Part of Sundance’s US Dramatic Competition, Me And Earl was acquired by Fox Searchlight, a perfect home for this sensitive, emotionally potent indie. (In fact, the film to which Me And Earl will be most compared, The Fault In Our Stars, came out through Searchlight’s sister company, 20th Century Fox.) Me And Earl’s principal stars won’t be recognisable to most audiences, but a supporting cast that includes Nick Offerman, Connie Britton and Molly Shannon will boost the film’s profile. Another asset should be laudatory reviews, which in conjunction with possible prizes from the Sundance jury should convince viewers that this is a festival favourite worth seeking out.

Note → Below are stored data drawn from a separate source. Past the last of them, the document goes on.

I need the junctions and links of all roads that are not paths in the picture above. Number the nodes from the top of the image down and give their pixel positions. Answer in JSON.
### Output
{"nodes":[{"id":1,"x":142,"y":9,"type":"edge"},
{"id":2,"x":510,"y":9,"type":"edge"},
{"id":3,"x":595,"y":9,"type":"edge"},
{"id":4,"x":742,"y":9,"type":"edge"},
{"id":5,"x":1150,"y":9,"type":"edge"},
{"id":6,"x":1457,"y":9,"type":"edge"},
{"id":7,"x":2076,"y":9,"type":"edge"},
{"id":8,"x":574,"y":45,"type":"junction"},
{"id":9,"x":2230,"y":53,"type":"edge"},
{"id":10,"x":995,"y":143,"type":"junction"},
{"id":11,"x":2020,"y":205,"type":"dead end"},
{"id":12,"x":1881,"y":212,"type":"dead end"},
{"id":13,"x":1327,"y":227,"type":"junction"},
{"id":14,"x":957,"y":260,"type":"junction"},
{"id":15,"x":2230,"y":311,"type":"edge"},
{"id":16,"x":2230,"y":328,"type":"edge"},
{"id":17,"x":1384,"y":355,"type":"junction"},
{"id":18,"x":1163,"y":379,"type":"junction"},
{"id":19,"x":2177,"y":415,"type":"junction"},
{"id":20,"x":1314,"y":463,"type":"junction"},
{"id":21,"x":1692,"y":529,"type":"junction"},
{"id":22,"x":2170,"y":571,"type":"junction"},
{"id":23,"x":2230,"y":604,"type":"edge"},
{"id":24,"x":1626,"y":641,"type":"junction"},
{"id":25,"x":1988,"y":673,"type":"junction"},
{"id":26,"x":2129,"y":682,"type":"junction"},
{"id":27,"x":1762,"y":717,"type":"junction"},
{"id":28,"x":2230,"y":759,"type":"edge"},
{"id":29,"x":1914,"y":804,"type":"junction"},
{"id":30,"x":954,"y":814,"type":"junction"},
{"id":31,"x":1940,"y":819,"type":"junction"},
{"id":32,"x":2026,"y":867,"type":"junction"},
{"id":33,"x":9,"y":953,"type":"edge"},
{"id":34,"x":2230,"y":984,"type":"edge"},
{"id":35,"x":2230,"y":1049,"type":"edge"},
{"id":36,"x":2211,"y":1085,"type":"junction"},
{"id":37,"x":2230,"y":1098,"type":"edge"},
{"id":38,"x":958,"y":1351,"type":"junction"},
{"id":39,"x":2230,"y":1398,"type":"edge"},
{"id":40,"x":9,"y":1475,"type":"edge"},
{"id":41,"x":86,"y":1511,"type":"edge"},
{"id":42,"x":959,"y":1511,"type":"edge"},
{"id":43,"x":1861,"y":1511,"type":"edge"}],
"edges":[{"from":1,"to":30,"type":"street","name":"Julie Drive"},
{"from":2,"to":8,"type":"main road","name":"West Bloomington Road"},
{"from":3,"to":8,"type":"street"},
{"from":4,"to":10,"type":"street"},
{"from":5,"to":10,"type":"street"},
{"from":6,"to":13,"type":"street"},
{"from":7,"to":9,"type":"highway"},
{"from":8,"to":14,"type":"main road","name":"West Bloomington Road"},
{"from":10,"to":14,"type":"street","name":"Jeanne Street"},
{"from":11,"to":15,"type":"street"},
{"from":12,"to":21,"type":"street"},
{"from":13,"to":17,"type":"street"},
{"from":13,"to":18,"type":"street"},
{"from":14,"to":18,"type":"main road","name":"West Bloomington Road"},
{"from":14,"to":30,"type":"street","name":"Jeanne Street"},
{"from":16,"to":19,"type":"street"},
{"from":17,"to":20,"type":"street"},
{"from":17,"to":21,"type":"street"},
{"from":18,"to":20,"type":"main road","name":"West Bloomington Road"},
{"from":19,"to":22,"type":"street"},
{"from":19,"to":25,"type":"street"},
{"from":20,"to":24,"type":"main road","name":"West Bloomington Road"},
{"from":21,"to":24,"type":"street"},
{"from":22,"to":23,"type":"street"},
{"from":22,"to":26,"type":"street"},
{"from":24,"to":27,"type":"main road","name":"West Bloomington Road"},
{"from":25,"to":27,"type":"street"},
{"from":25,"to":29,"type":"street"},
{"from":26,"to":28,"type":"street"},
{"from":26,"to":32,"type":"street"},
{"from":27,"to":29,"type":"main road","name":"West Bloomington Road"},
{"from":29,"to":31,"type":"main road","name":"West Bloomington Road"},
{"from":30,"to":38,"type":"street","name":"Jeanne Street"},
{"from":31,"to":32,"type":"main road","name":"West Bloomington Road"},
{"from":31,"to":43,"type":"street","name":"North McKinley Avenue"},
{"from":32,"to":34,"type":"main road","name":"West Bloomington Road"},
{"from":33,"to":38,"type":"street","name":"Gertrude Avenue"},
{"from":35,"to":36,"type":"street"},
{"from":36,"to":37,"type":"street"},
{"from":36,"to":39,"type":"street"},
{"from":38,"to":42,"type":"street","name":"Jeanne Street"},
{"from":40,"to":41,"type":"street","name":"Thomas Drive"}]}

Me And Earl stars Thomas Mann as Greg, a high school senior in Pittsburgh who’s a bit of an outcast, staying friends with enough of his school’s different cliques that he avoids being ostracized or targeted for bullying. Enjoying spending his free time making parodies of classic films with his best friend Earl (RJ Cyler), Greg is pressured by his mom (Britton) to visit Rachel (Olivia Cooke), a classmate who’s just been diagnosed with leukaemia. Although they weren’t friends before the diagnosis, Greg and Rachel start to spend time together and develop a bond, which is threatened by Rachel’s worsening condition.
Not unlike The Fault In Our Stars, Me And Earl is a four-hankie affair that announces its intention to distance itself from the melodramatic clichés of the genre. (In both films, a narrator warns us not to think that the movie we’re going to see will behave like a typical movie.) In the case of Me And Earl, sentimentality is offset by a mildly sarcastic, hipster attitude toward the material, specifically in the presentation of Greg and Earl’s spot-on film parodies that we see glimpses of throughout the movie. (The French New Wave masterpiece Breathless is redone as Breathe Less. The climatic murder at the end of Don’t Look Now is transformed in their version, Don’t Look Now Because a Creepy Ass Dwarf Is About To Kill You!! Damn!!)
Occasionally imitating Werner Herzog’s iconic, ridiculous speech patterns or re-watching the end of The 400 Blows — perhaps the quintessential coming-of-age story — Greg is a movie junkie who’s not so interested in the outside world, and similarly Me And Earl is cloistered, its emotions safely tucked away beneath a protective coating of preciousness.
Although Rachel is the one who’s dying, it’s Greg who goes through the film’s major transformation. Working from a screenplay by Andrews, who adapted his own book, Gomez-Rejon (The Town That Dreaded Sundown) dramatizes how Greg’s highly developed sense of emotional self-preservation can’t prepare him for the slow deterioration of Rachel. The movies he satirizes, the cinematic references he makes, the affected way he views his friendship with Earl (whom he calls his “co-worker” since they do the parodies together): These are all ironic distancing devices for a young man who, frankly, is scared about a future that includes the looming, terrifying unknown of college and adulthood.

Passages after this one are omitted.